Code Monkey home page Code Monkey logo

udacity-reinforcement-learning-p2-continuous-control's Introduction

Udacity Reinforcement Learning Nanodegree P2 - Continuous Control

This repo has the code for training an RL agent to move a double jointed arm to a target location in a Unity Envtt.There are 3 main files in this submission:

  • Continuous_Control.ipynb - This has the code to start the environment, train the agent and then test the trained agent
  • ddpg_agent.py - This file has the implementation of the DDPG Agent which is used by Continuous_Control.ipynb
  • model.py - This file has the neural network that is trained to do the funcion approximation

About the project environment

In this environment, a double-jointed arm can move to target locations. A reward of +0.1 is provided for each step that the agent's hand is in the goal location. Thus, the goal of your agent is to maintain its position at the target location for as many time steps as possible.

The observation space consists of 33 variables corresponding to position, rotation, velocity, and angular velocities of the arm.
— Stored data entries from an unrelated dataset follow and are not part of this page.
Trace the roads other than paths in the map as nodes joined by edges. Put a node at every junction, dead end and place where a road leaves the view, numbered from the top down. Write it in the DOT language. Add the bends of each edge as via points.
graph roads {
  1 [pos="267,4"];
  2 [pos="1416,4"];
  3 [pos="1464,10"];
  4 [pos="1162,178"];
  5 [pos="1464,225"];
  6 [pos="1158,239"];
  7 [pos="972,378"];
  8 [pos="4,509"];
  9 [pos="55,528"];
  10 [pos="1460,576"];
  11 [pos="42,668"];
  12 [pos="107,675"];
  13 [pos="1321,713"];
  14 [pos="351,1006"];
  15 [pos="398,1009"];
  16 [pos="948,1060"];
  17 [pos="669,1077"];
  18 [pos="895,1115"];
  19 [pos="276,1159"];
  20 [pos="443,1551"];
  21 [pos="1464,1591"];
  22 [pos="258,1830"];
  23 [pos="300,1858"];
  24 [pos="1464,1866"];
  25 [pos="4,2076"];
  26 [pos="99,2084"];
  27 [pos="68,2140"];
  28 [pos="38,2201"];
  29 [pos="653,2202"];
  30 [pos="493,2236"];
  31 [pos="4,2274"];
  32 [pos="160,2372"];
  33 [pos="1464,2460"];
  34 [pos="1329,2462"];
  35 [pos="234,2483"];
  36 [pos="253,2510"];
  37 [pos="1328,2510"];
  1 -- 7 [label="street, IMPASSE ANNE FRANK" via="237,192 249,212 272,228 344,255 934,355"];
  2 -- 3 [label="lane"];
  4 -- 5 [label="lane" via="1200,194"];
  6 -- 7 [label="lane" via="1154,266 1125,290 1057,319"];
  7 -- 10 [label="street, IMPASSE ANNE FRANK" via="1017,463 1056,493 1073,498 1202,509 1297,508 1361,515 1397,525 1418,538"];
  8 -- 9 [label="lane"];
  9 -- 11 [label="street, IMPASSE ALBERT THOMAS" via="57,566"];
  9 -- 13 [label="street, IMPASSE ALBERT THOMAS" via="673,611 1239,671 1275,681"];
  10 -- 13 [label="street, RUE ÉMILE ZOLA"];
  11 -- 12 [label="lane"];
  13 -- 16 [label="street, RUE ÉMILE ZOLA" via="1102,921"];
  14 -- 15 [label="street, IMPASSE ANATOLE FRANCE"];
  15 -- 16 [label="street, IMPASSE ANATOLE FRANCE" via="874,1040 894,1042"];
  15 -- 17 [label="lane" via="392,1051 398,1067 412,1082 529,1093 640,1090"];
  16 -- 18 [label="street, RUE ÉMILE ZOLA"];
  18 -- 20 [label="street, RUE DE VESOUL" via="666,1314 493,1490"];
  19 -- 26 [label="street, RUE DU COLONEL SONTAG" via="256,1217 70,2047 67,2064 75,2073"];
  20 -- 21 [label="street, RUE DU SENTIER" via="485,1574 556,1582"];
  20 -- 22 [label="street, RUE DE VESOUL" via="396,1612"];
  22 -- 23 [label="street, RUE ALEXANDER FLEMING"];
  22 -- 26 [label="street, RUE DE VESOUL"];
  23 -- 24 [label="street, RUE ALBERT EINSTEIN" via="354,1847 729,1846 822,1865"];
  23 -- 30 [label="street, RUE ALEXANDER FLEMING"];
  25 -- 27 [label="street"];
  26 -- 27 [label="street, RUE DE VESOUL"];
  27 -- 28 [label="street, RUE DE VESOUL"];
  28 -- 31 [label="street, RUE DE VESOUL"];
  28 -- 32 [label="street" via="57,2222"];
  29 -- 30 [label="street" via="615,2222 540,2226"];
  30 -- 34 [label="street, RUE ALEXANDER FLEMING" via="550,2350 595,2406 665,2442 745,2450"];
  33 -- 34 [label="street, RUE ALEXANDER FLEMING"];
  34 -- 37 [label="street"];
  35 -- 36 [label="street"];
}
Each action is a vector with four numbers, corresponding to torque applicable to two joints. Every entry in the action vector should be a number between -1 and 1.

There are two environments available - one with a single agent and the other with multiple (20) agents. This submission uses the multiple agent environment. For the multiple agent environment, the scores from all the agents are averaged and envtt is considered solved when this average score is +30 over 100 consecutive episodes.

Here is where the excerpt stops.